FIRST AMENDMENT TO AMENDED AND
RESTATED CREDIT AGREEMENT
THIS FIRST AMENDMENT TO AMENDED AND RESTATED CREDIT AGREEMENT, dated as of
February 28, 2000, amends and supplements that certain Amended and Restated
Credit Agreement dated as of April 30, 1999 (the "Credit Agreement"), among
BANDO XXXXXXXXXX SMALL BUSINESS LENDING CORPORATION, a Wisconsin corporation
(the "Company"), the financial institutions from time to time party thereto
(individually a "Lender" and collectively the "Lenders"), and FIRSTAR BANK,
NATIONAL ASSOCIATION (formerly known as Firstar Bank Milwaukee, N.A.), as agent
for the Lenders (in such capacity, the "Agent").
RECITAL
The Company, the Lenders and the Agent desire to amend the Credit Agreement
as provided below.
AGREEMENTS
In consideration of the promises and agreements set forth in the Credit
Agreement, as amended hereby, the Lenders, the Agent and the Company agree as
follows:
1. Definitions and References. Capitalized terms not otherwise defined
herein have the meanings assigned to them in the Credit Agreement. All
references to the Credit Agreement contained in the Loan Documents shall, upon
fulfillment of the conditions set forth in section 3 below, mean the Credit
Agreement as amended by this First Amendment.

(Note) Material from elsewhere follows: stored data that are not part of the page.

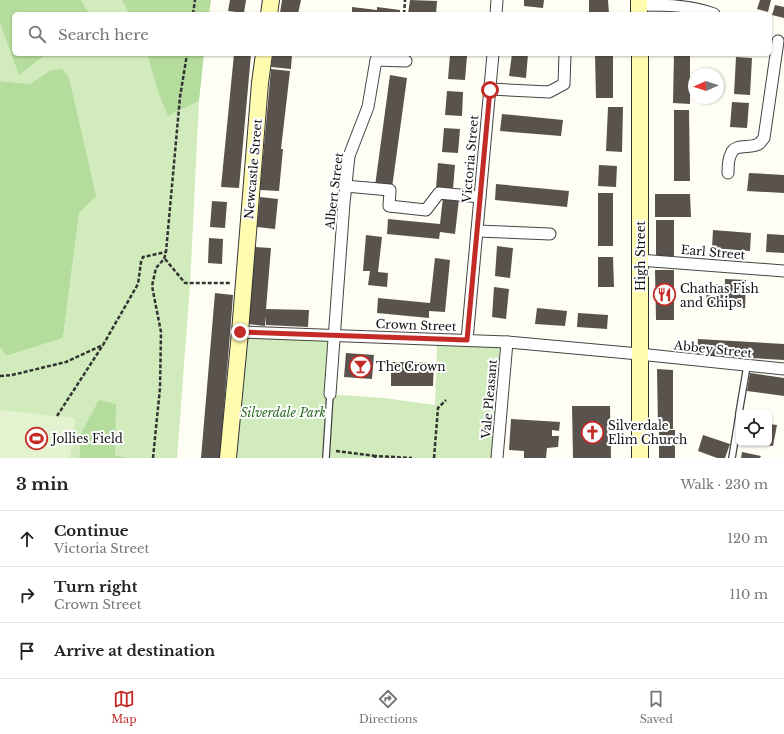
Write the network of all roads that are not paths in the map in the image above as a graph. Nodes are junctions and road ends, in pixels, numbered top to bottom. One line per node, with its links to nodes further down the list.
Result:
1 (271, 0): 4 (main road)
2 (497, 0): 5 (street)
3 (639, 6): 6 (street)
4 (269, 12)
5 (496, 12)
6 (707, 12)
7 (777, 41): 14 (street)
8 (264, 56): 21 (main road, Newcastle Street)
9 (493, 56): 13 (street, Victoria Street)
10 (565, 56): 13 (street)
11 (640, 56): 19 (main road, High Street)
12 (406, 61): 15 (street, Albert Street)
13 (490, 90): 16 (street, Victoria Street)
14 (728, 173)
15 (345, 186): 16 (street); 22 (street, Albert Street)
16 (480, 197): 17 (street, Victoria Street)
17 (478, 231): 18 (street); 23 (street, Victoria Street)
18 (550, 234)
19 (639, 260): 20 (street, Earl Street); 25 (main road, High Street)
20 (784, 271)
21 (240, 332): 22 (street, Crown Street); 31 (main road, Newcastle Street)
22 (334, 335): 23 (street, Crown Street); 28 (street, Albert Street)
23 (467, 340): 24 (street, Crown Street)
24 (508, 342): 25 (street, Crown Street); 33 (street, Vale Pleasant)
25 (640, 354): 26 (street, Abbey Street); 34 (main road, High Street)
26 (747, 366): 27 (street, Abbey Street); 29 (lane)
27 (784, 370)
28 (330, 394): 32 (lane)
29 (740, 410)
30 (736, 433): 35 (lane)
31 (228, 458)
32 (326, 458)
33 (497, 458)
34 (640, 458)
35 (732, 458)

2. Amendments to Credit Agreement. The Credit Agreement is amended as
follows:
(a) The following definitions are added to section 1 to appear in the
appropriate alphabetical sequence:
"Certificate Trustee" means Firstar Bank, National Association, in
its capacity as trustee under the Indenture, and any successor trustee
under the Indenture.
"Indenture" means that certain Trust Indenture dated as of March 1,
2000 between the Company and the Certificate Trustee, as the same may be
amended, modified, supplemented or restated from time to time.
"Transferred Loan Value" means, with respect to any Transferred
Loan, (a) prior to any draw under the Letter of Credit by the Certificate
Trustee for the purpose of redeeming the Certificates of Participation
issued with respect to such Transferred Loan as a result of a default
thereunder, the lesser of (i) the outstanding principal balance of such
Transferred Loan and (ii) an amount equal to 64% of the fair market value
of the real property and equipment securing such Transferred Loan as
determined by an MAI appraiser acceptable to the Agent in a written
appraisal which satisfies all regulatory requirements applicable to the
Lenders, and (b) upon any drawing under the Letter of Credit by the
Certificate Trustee for the purpose of redeeming the Certificates of
Participation issued with respect to such Transferred Loan as a result of a
default thereunder, the lesser of (i) the outstanding principal balance of
such Transferred Loan and (ii) an amount equal to 50% of the fair market
value of the real property and equipment securing such Transferred Loan as
determined by an MAI appraiser acceptable to the Agent in a written
appraisal which satisfies all regulatory requirements applicable to the
Lenders; provided, however, that in each circumstance in which such fair
market value exceeds $1,000,000, such appraisal shall be reviewed by the
Agent and if the Agent, in its reasonable judgment, determines that the
value of such real property and equipment is less than the amount shown in
the applicable appraisal, then the value for purposes of subsections
(a)(ii) or (b)(ii) hereof, as the case may be, shall be such lesser amount
determined by the Agent; provided, further, that in the case of a
Transferred Loan that is reacquired by the Company from the Certificate
Trustee (by purchase or otherwise), the Transferred Loan Value of such
Transferred Loan shall be $0 until the date the Agent receives a new
appraisal of the relevant real property and equipment, or the Company and
the Majority Lenders otherwise agree.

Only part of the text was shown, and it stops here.